In a curious story, even for the New York Post, we are told in a bold headline that "NY state government officials [are] shunning email." That is, in the face of U.S. Attorney Preet Bharara's taking possession of records compiled by an anti-corruption commission disbanded by Governor Cuomo, an anonymous lobbyist who emailed a State official was called and told, "Are you out of your mind? Never e-mail me again."
Of course, the anecdotal, anonymous account which was reported hardly matches up to the headline. But, in actuality, people nowadays are afraid and probably should be, not only in government circles but also in the business world. And not only when using their business email accounts. The stupid things we say in person, or even by phone, are far worse when viewed in print -- indelible, encryptable print. Yet, people can't refrain from the ease of email or texting.

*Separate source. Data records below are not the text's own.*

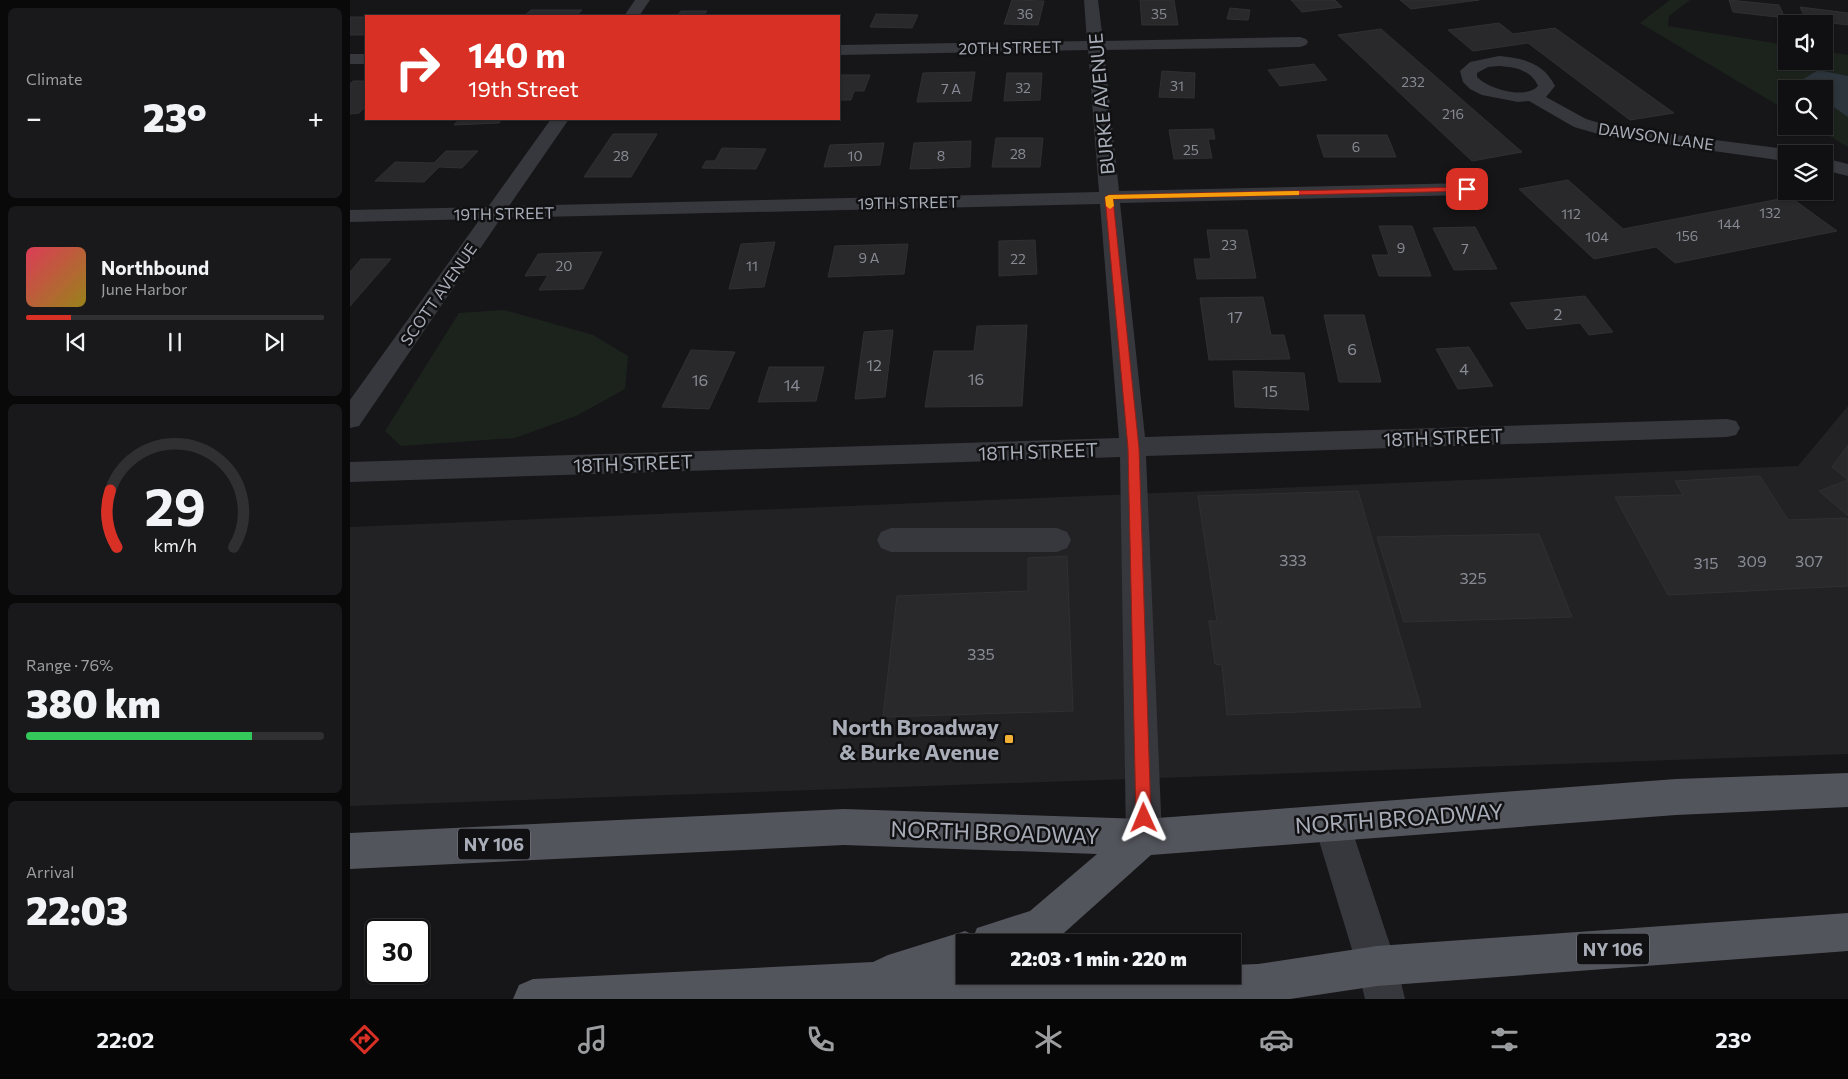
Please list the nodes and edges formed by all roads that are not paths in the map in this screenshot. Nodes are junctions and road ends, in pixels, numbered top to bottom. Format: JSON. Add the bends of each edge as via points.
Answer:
{"nodes":[{"id":1,"x":642,"y":0,"type":"edge"},
{"id":2,"x":1091,"y":0,"type":"edge"},
{"id":3,"x":632,"y":15,"type":"edge"},
{"id":4,"x":1300,"y":42,"type":"dead end"},
{"id":5,"x":1095,"y":45,"type":"junction"},
{"id":6,"x":840,"y":50,"type":"edge"},
{"id":7,"x":365,"y":59,"type":"edge"},
{"id":8,"x":350,"y":60,"type":"edge"},
{"id":9,"x":1532,"y":96,"type":"dead end"},
{"id":10,"x":559,"y":120,"type":"edge"},
{"id":11,"x":1778,"y":154,"type":"edge"},
{"id":12,"x":1833,"y":166,"type":"edge"},
{"id":13,"x":1848,"y":170,"type":"edge"},
{"id":14,"x":1467,"y":189,"type":"dead end"},
{"id":15,"x":1109,"y":197,"type":"junction"},
{"id":16,"x":494,"y":213,"type":"junction"},
{"id":17,"x":350,"y":216,"type":"edge"},
{"id":18,"x":350,"y":420,"type":"edge"},
{"id":19,"x":1726,"y":428,"type":"dead end"},
{"id":20,"x":1133,"y":448,"type":"junction"},
{"id":21,"x":350,"y":472,"type":"edge"},
{"id":22,"x":891,"y":540,"type":"dead end"},
{"id":23,"x":1057,"y":540,"type":"dead end"},
{"id":24,"x":1848,"y":790,"type":"edge"},
{"id":25,"x":1332,"y":824,"type":"junction"},
{"id":26,"x":1144,"y":837,"type":"junction"},
{"id":27,"x":350,"y":851,"type":"edge"},
{"id":28,"x":1848,"y":932,"type":"edge"},
{"id":29,"x":1018,"y":934,"type":"edge"},
{"id":30,"x":956,"y":954,"type":"edge"},
{"id":31,"x":865,"y":982,"type":"junction"},
{"id":32,"x":1381,"y":983,"type":"edge"},
{"id":33,"x":533,"y":999,"type":"edge"}],
"edges":[{"from":1,"to":3,"type":"street"},
{"from":2,"to":5,"type":"street","name":"BURKE AVENUE"},
{"from":4,"to":5,"type":"street","name":"20TH STREET"},
{"from":5,"to":6,"type":"street","name":"20TH STREET"},
{"from":5,"to":15,"type":"street","name":"BURKE AVENUE"},
{"from":7,"to":8,"type":"street"},
{"from":9,"to":11,"type":"street","name":"DAWSON LANE","via":[[1580,123],[1611,132]]},
{"from":10,"to":16,"type":"street","name":"SCOTT AVENUE"},
{"from":12,"to":13,"type":"street"},
{"from":14,"to":15,"type":"street","name":"19TH STREET"},
{"from":15,"to":16,"type":"street","name":"19TH STREET"},
{"from":15,"to":20,"type":"street","name":"BURKE AVENUE"},
{"from":16,"to":17,"type":"street","name":"19TH STREET"},
{"from":16,"to":18,"type":"street","name":"SCOTT AVENUE"},
{"from":19,"to":20,"type":"street","name":"18TH STREET"},
{"from":20,"to":21,"type":"street","name":"18TH STREET"},
{"from":20,"to":26,"type":"street","name":"BURKE AVENUE"},
{"from":22,"to":23,"type":"street"},
{"from":24,"to":25,"type":"main road","name":"NORTH BROADWAY","number":"NY 106","via":[[1676,797]]},
{"from":25,"to":26,"type":"main road","name":"NORTH BROADWAY","number":"NY 106"},
{"from":25,"to":32,"type":"street"},
{"from":26,"to":27,"type":"main road","name":"NORTH BROADWAY","number":"NY 106","via":[[844,827]]},
{"from":26,"to":29,"type":"main road","via":[[1041,927]]},
{"from":28,"to":32,"type":"main road","number":"NY 106"},
{"from":30,"to":31,"type":"main road"},
{"from":31,"to":32,"type":"main road","number":"NY 106","via":[[1104,987]]},
{"from":31,"to":33,"type":"main road","number":"NY 106"}]}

The Chris Christie story would be a big a fat zero if Bridget Kelly had instead issued her now-famous eight word jeremiad about lane closings ("Time for some traffic problems in Fort Lee") by phone, or in person.
So, let's return to the anonymous lobbyist. Or to Bridget Kelly. Or to any one of myriad others who sent emails they may later regret. What if the individual who wrote the email or text employed a self-imposed protocol to wait 24 hours before sending emails that might arguably be controversial. Would he still have sent it? Would he have committed to writing words that might conceivably ring a death knell for him if found in the hands of a modern-day Inspector Javert? Probably not for a person with the tiniest amount of discerning, self-discipline. Because let's face it, we all know that one of the first places an investigation will turn is to emails where, for reasons that are not so easily cognizable, people are just plain sloppy -- or angry.
Yes, smart, discerning people across the public spectrum haven't shown such smarts or self-discipline. The Christie five, the SAC Capital Advisors (so far) eight, (former) Rep. Christopher Lee, Raj Rajaratnam, David Petraeus, Eliot Spitzer, Anthony Weiner or Brett Favre, just to name a famous few. And the list is getting far longer -- it may even be becoming a badge of honor in federal prison to have been nailed by one's emails. Maybe certain criminal groups such as the mafia are smarter than the rest of us -- they still do a "walk and talk" down a public thoroughfare, or maybe in a Turkish bath, when they need to communicate something intended only for the listener.
Now this might sound to the cynic as a lesson-plan for how to commit a crime -- i.e., leave no digital fingerprints. But it's not that at all. It's about using discretion. Many of these emails are impulsively authored. There are those emails that are sent in a pique of anger (or maybe inebriation), and those that are truly innocent but appear to be something that they're not really (and in those cases, putting them in context is not always as easy as one would hope.)
It is hard for folks who have never been investigated to understand the sleepless nights that one may be forced to endure revisiting an email now, especially if it is in the hands of a prosecutor or regulator. Sure, there are some -- Anthony Weiner, Mark Foley, for example -- who presumably knew what they were sending and, arrogantly (certainly foolishly) believed they were invulnerable, and pushed "send" anyway. But the truth is that the incendiary emails that have gotten folks into trouble were often born of emotional or impulsive outbursts. And they are typically outbursts that haven't even been proofread. They were "mad as hell" perhaps, and didn't wait until they calmed down before they discharged a bullet that boomeranged into the hands of a regulator or prosecutor.
But most important, they didn't wait long enough before hitting the send button to stop and think: "What the hell am I doing? Let me think about how this will look if/when someone reads it; the consequences of what I am saying or sending." Again, not here a lesson in how not to be caught. Rather, a lesson in how not to commit the crime or offensive conduct in the first place, because the text of a lot of emails constitute crimes in and of themselves.
True -- in today's culture, waiting 24 hours to respond in the rapid fire political or business world may simply be too long; downright intolerable to the people born into our post-MTV, multi-tasking, multi-screen, ADD existence.
But can we at least revert to the time frame of writing a letter -- or even a fax. You wrote it; you proofed it; maybe you had someone else review it; you put it into the envelope or the fax machine. It gave you time to think about it, even to correct it so you said what you meant, before you irrevocably hit "send." Maybe, it even allowed you a second thought so that you called the person instead.
OK, it may be ideal, but I must admit that waiting 24 hours is not realistic. But can't you wait long enough -- maybe just six hours -- to allow you to engage in the introspection or "time out" needed to cool one's blood or ardor, and save oneself from having to explain, to bosses, co-workers, board members or -- worse, regulators or prosecutors -- what you actually were intending to say by the time you regained your wits? You may even sleep better. Isn't it worth it? Really!